### What to do
Although the entries contain pictures, copy only their text, exactly as written.

### Recorded information
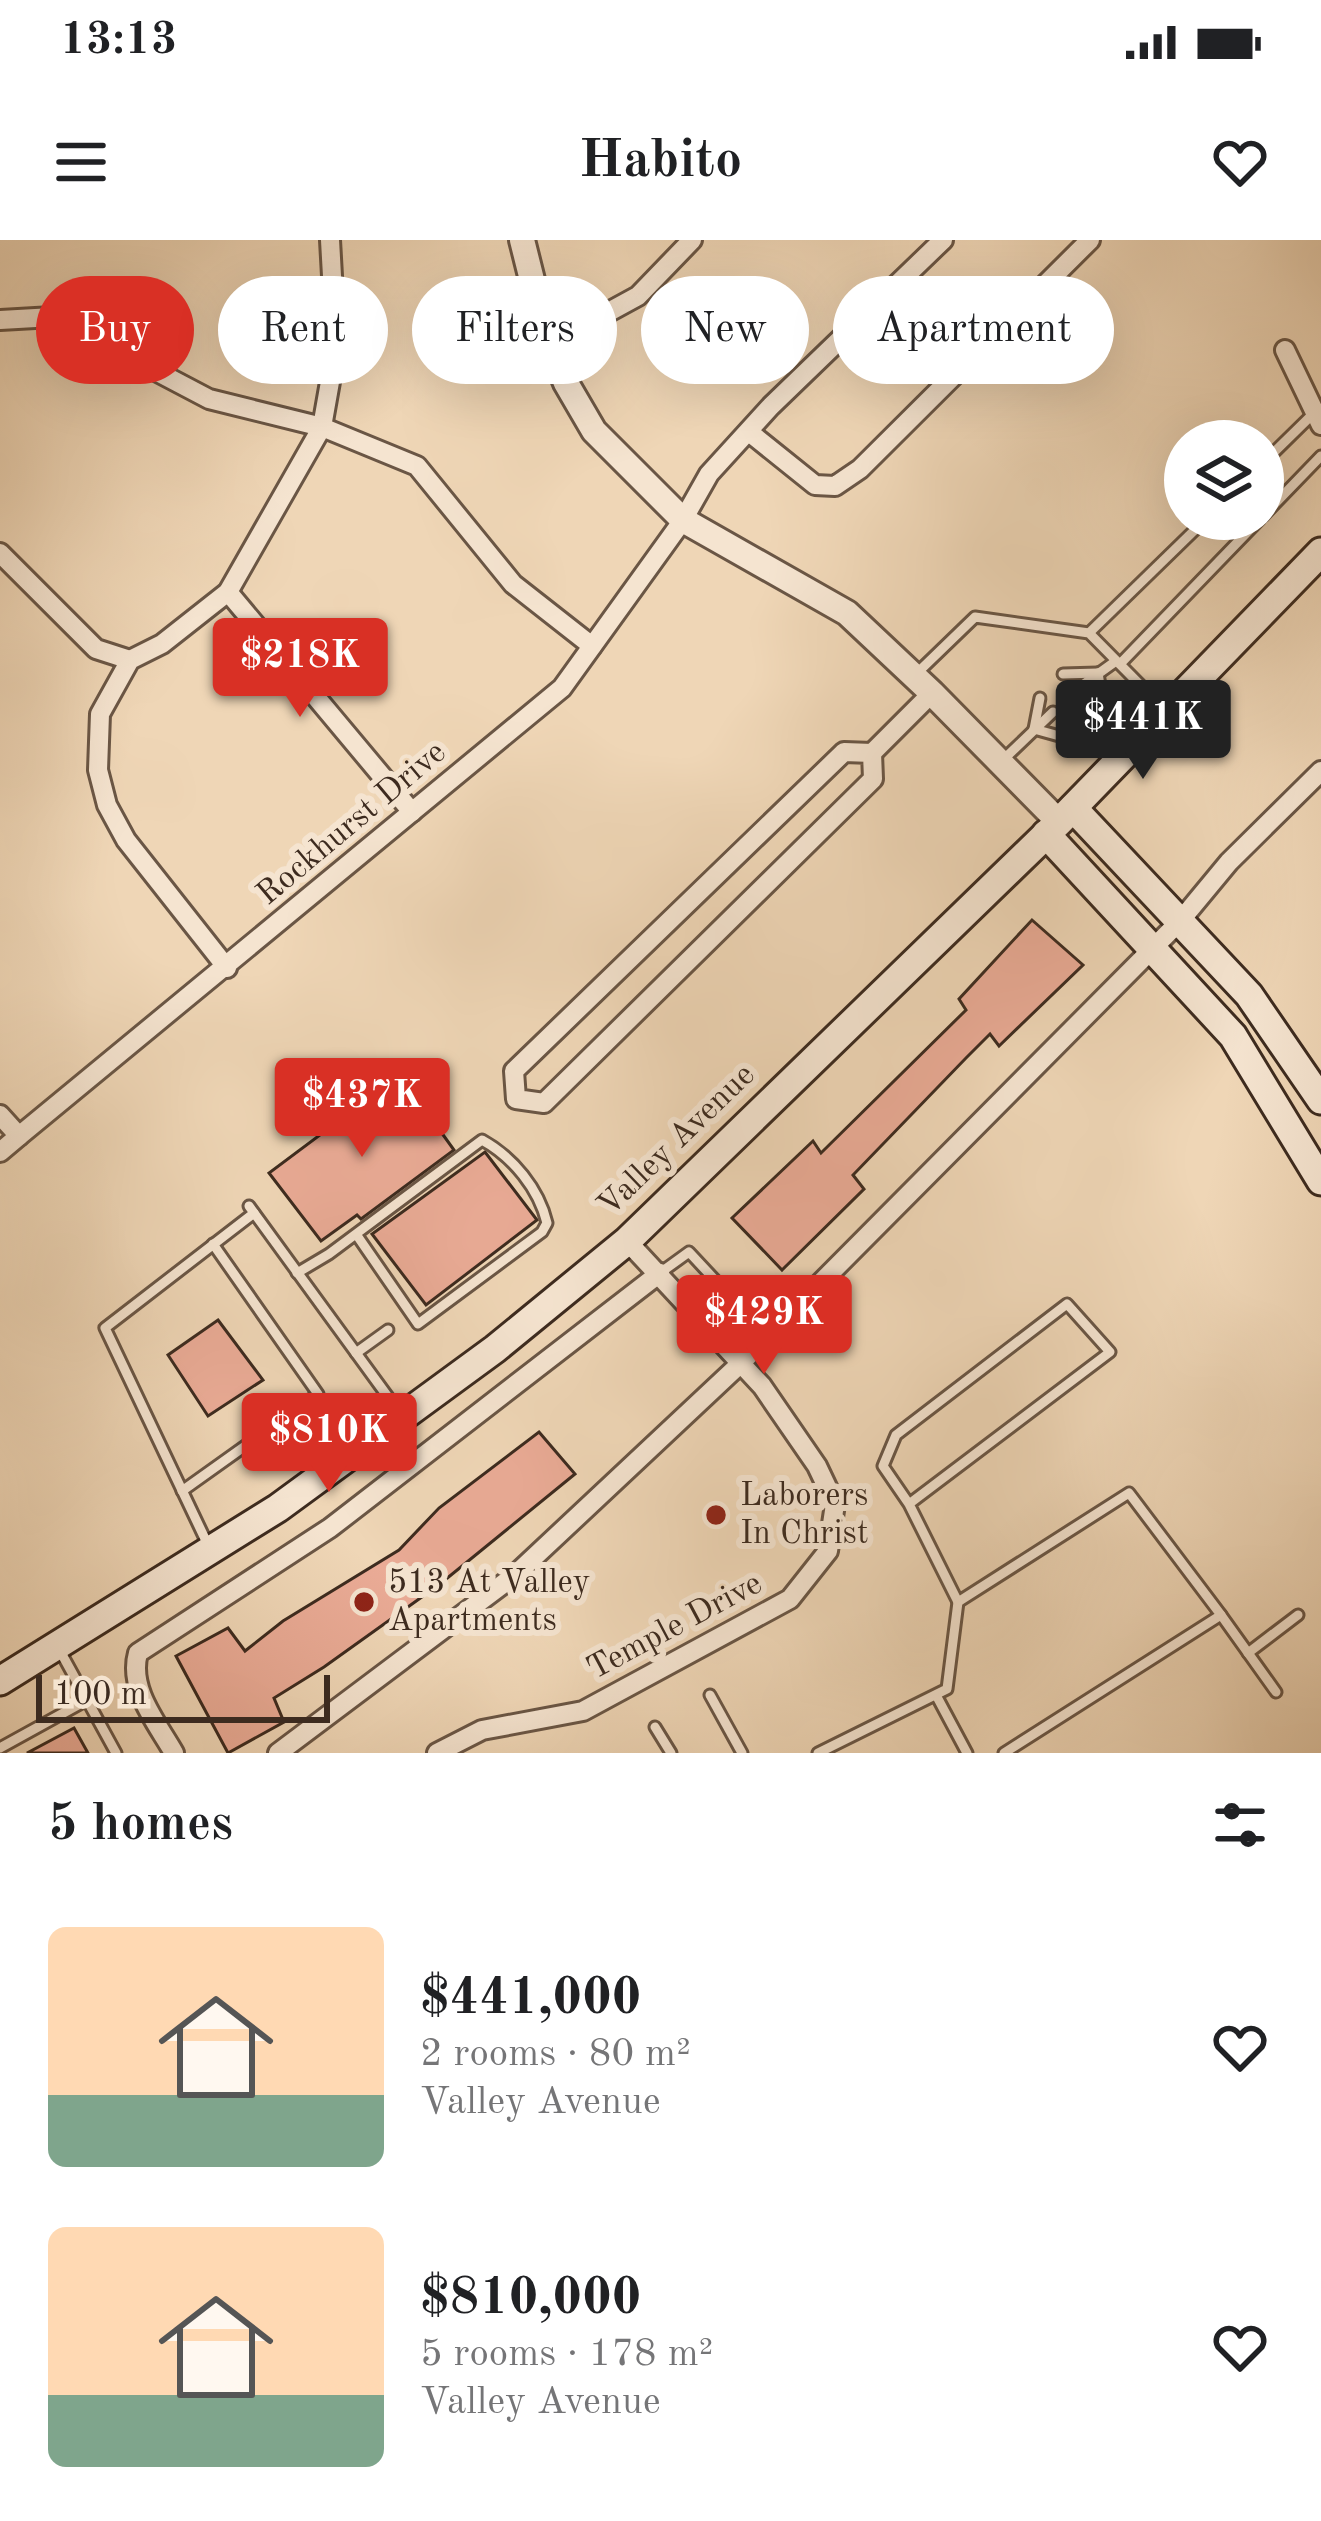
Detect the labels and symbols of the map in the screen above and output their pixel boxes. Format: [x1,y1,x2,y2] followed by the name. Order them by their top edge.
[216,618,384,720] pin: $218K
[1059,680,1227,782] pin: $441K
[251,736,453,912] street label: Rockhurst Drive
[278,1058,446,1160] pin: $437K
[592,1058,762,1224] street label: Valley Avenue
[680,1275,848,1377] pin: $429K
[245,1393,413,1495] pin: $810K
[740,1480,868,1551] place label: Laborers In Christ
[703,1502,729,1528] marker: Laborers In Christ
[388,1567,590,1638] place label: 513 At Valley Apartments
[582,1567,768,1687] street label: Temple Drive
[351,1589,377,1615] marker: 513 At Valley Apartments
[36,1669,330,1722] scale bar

### Solution
Detect the labels and symbols of the map in the screen above and output their pixel boxes. Format: [x1,y1,x2,y2] followed by the name. Order them by their top edge.
[216,618,384,720] pin: $218K
[1059,680,1227,782] pin: $441K
[251,736,453,912] street label: Rockhurst Drive
[278,1058,446,1160] pin: $437K
[592,1058,762,1224] street label: Valley Avenue
[680,1275,848,1377] pin: $429K
[245,1393,413,1495] pin: $810K
[740,1480,868,1551] place label: Laborers In Christ
[703,1502,729,1528] marker: Laborers In Christ
[388,1567,590,1638] place label: 513 At Valley Apartments
[582,1567,768,1687] street label: Temple Drive
[351,1589,377,1615] marker: 513 At Valley Apartments
[36,1669,330,1722] scale bar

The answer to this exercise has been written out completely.